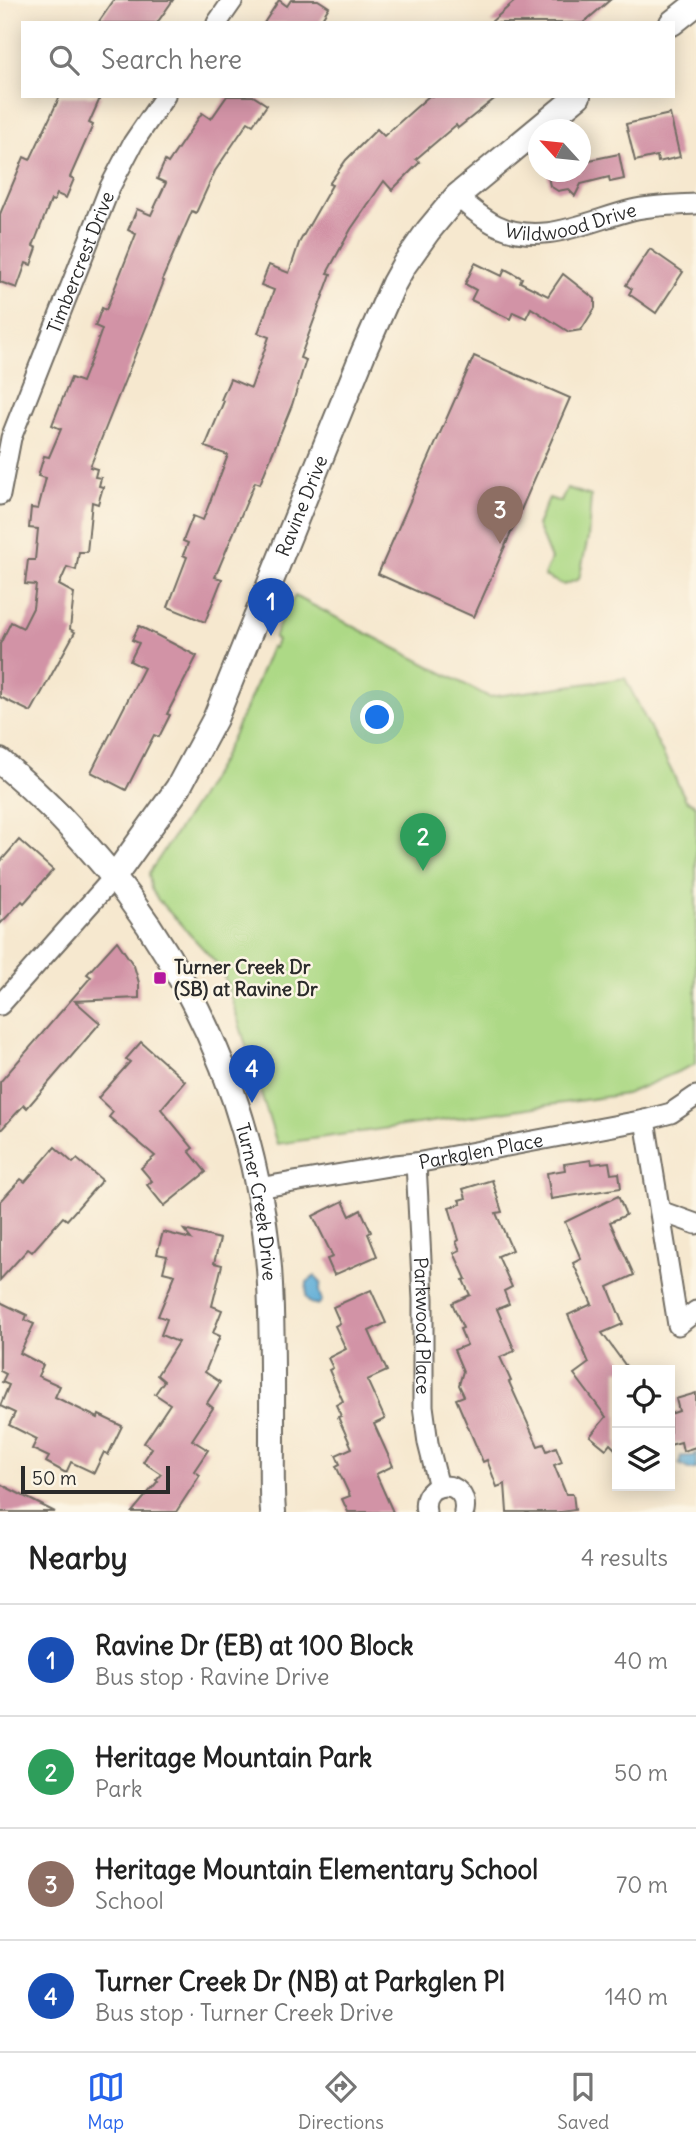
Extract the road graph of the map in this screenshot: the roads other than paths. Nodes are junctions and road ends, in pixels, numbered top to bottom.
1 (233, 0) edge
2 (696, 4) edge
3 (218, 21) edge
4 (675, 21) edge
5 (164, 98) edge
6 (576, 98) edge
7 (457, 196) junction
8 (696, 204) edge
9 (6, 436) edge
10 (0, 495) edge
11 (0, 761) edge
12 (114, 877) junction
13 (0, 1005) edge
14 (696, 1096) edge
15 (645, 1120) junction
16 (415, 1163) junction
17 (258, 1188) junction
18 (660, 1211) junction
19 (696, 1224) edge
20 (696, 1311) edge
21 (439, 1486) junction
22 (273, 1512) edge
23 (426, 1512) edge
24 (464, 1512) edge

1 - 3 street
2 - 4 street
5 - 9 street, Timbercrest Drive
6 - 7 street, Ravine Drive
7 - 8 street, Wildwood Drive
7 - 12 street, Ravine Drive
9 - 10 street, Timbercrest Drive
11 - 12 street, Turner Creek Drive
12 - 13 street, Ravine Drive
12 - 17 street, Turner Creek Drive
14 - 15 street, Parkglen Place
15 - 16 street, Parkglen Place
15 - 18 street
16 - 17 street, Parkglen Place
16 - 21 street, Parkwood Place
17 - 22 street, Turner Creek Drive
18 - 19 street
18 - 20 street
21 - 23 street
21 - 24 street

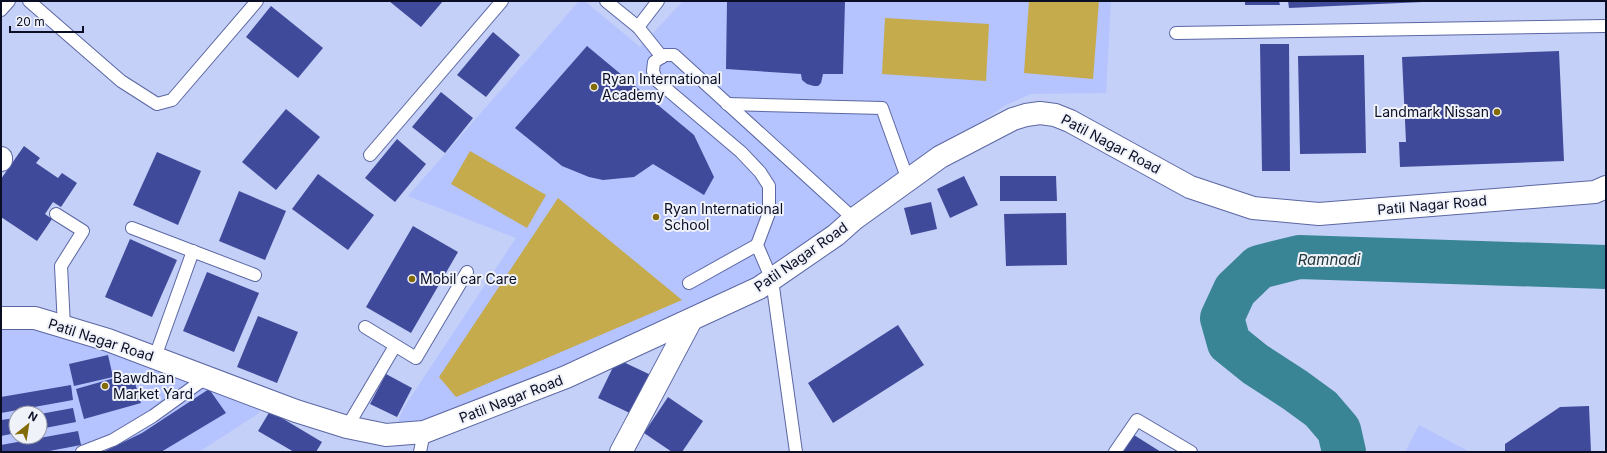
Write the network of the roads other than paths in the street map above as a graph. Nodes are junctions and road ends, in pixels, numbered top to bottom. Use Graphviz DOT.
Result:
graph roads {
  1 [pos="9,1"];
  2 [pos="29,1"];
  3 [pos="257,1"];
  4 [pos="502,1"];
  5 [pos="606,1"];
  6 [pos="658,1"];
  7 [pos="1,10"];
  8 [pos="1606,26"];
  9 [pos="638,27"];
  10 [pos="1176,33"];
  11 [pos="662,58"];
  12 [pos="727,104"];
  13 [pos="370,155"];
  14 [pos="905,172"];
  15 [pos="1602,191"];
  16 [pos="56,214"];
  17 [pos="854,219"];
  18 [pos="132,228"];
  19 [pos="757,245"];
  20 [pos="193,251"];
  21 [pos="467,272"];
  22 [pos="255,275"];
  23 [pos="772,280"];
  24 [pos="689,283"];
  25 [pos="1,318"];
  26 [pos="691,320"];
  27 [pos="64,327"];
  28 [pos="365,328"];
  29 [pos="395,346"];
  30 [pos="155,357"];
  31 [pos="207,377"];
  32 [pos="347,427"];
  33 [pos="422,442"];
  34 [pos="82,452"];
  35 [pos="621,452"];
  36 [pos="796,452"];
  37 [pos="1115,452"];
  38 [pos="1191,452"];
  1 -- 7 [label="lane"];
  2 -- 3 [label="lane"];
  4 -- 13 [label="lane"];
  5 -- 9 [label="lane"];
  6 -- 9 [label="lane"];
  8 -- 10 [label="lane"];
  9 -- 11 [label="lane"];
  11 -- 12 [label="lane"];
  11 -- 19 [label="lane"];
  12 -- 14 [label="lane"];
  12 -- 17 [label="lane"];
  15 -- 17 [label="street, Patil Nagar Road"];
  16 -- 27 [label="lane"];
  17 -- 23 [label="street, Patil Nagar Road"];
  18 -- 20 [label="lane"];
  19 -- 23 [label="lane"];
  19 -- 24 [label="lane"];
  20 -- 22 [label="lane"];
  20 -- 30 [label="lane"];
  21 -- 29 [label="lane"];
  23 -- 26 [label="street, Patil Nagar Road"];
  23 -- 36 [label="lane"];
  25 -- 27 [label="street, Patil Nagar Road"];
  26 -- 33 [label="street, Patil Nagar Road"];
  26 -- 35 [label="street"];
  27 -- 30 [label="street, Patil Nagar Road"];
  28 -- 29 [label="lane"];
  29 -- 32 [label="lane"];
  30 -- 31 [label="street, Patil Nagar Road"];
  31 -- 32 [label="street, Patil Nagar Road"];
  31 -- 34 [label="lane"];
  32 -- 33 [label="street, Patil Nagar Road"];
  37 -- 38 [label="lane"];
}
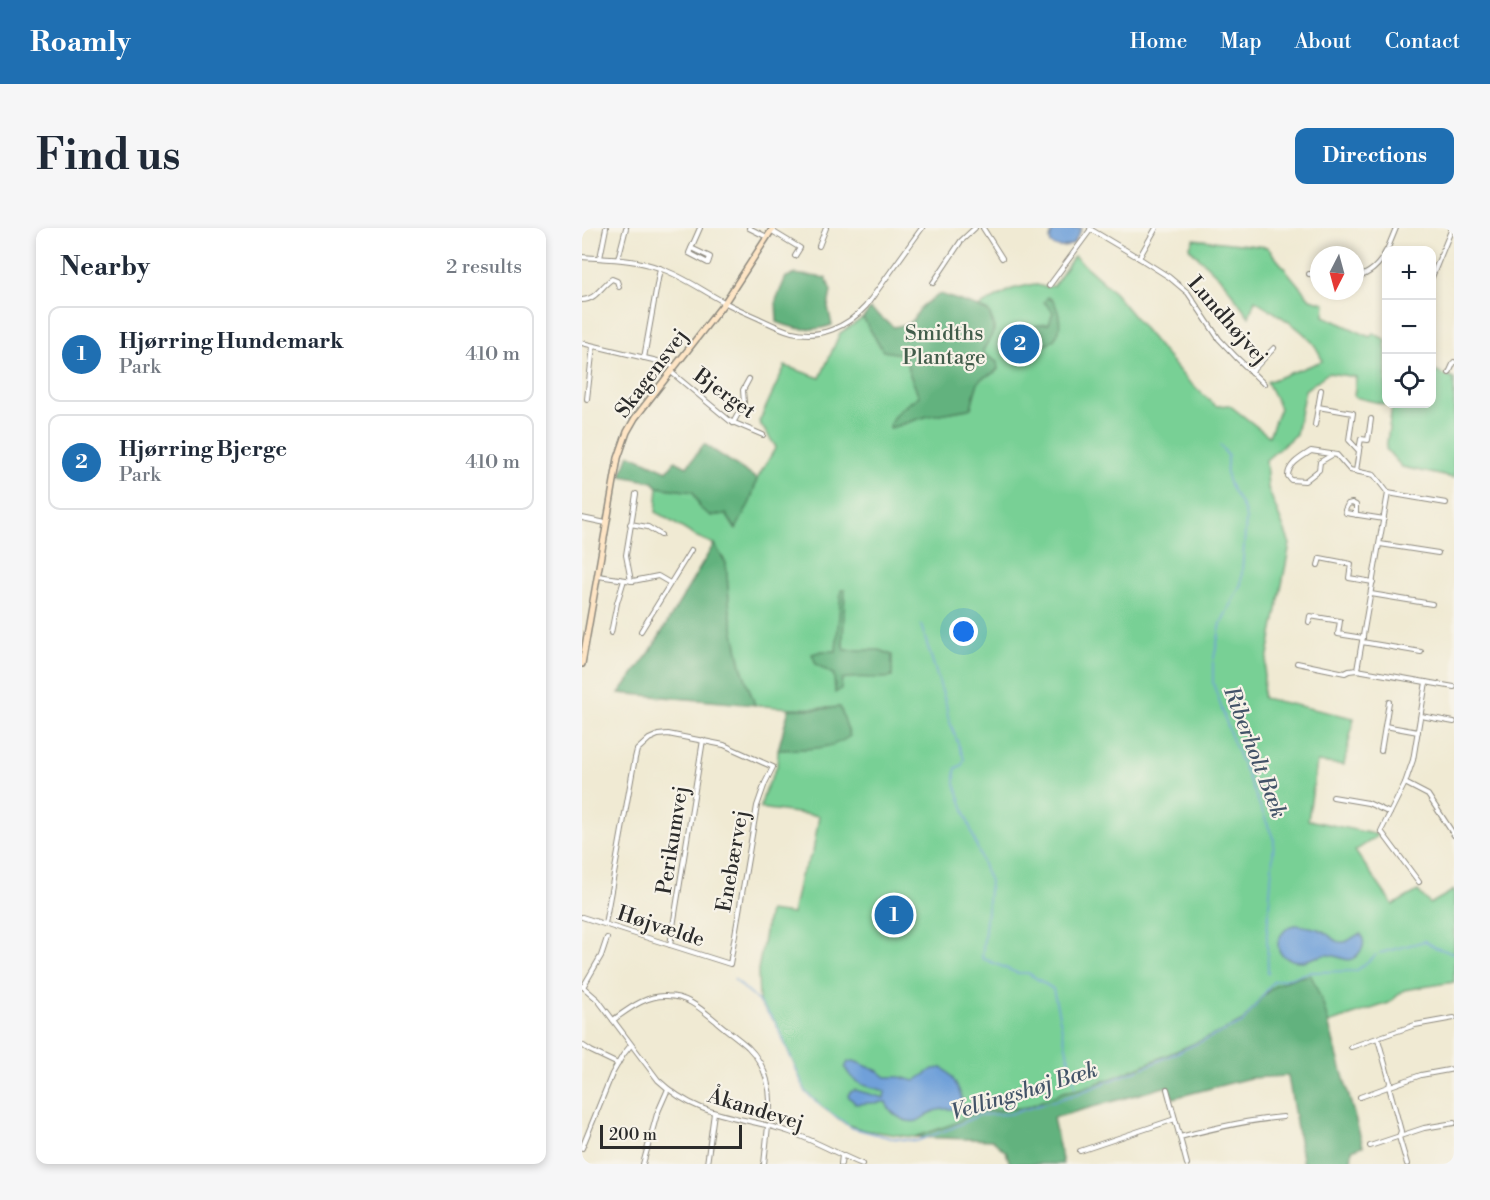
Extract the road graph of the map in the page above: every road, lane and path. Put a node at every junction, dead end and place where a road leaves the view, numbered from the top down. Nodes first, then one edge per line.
--
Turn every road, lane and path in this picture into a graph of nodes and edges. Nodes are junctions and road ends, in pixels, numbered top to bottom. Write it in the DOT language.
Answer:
--
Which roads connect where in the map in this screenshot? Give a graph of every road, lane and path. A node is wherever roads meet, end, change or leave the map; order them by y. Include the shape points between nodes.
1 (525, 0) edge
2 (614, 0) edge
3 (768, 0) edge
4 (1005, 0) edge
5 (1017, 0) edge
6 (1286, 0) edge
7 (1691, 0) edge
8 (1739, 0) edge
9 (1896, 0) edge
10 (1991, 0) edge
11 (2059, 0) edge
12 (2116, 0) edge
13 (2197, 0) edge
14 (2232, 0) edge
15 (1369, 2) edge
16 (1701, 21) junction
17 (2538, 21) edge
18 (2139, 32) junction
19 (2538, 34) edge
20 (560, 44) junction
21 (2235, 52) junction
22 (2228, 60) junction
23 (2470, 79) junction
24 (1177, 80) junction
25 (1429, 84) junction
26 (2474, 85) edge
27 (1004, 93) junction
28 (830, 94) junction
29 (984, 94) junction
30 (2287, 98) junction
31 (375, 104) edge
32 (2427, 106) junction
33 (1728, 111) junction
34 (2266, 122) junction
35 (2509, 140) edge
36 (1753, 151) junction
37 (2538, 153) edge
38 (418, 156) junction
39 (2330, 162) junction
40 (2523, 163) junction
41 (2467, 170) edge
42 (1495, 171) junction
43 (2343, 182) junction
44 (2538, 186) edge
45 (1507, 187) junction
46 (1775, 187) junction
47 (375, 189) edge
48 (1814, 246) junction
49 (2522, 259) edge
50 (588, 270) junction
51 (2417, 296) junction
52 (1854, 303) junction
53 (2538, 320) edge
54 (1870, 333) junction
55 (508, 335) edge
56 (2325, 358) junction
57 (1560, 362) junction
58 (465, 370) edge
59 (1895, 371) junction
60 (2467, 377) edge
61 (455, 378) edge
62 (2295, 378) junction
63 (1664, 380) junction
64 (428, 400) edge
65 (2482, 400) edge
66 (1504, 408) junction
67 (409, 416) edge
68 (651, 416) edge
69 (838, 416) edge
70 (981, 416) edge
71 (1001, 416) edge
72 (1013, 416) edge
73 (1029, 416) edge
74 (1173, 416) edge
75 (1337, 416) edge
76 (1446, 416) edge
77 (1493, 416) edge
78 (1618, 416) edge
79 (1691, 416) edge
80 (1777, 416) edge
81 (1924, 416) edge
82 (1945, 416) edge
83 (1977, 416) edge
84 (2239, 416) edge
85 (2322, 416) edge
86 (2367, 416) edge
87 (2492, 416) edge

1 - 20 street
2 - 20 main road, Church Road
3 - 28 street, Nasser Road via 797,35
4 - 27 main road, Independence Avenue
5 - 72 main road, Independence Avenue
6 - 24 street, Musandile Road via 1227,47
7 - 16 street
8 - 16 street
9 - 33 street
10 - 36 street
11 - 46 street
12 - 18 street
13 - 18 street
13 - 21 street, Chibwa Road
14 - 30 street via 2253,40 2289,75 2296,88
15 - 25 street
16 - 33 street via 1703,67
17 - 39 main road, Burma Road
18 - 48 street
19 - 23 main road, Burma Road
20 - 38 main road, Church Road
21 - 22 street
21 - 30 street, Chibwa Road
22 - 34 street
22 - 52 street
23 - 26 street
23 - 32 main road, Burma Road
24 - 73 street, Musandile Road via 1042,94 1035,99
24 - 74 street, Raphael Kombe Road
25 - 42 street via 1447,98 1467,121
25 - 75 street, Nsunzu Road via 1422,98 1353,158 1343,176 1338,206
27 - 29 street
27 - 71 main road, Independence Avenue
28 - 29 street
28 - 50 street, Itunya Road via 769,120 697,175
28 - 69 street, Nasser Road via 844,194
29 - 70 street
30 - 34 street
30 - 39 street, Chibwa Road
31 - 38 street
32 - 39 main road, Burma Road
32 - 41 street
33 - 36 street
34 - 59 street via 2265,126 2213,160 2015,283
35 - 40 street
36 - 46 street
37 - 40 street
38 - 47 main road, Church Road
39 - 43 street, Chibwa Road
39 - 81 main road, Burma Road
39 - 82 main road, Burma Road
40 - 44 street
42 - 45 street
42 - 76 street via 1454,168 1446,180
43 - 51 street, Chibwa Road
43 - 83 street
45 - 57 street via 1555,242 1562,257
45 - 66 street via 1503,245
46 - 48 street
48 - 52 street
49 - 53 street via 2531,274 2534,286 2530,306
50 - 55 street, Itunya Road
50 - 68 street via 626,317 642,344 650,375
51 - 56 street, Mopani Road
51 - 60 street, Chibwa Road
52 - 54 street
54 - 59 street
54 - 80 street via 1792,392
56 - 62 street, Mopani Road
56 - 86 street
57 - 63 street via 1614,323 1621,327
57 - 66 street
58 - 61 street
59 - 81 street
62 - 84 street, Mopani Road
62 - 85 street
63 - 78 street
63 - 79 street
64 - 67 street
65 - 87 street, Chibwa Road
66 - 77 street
--
# The task
Where does the string "Write" appear in the records above? Return every line that holds it.

# Completed exercise
Write the network of the roads other than paths in the street map above as a graph. Nodes are junctions and road ends, in pixels, numbered top to bottom. Use Graphviz DOT.
Turn every road, lane and path in this picture into a graph of nodes and edges. Nodes are junctions and road ends, in pixels, numbered top to bottom. Write it in the DOT language.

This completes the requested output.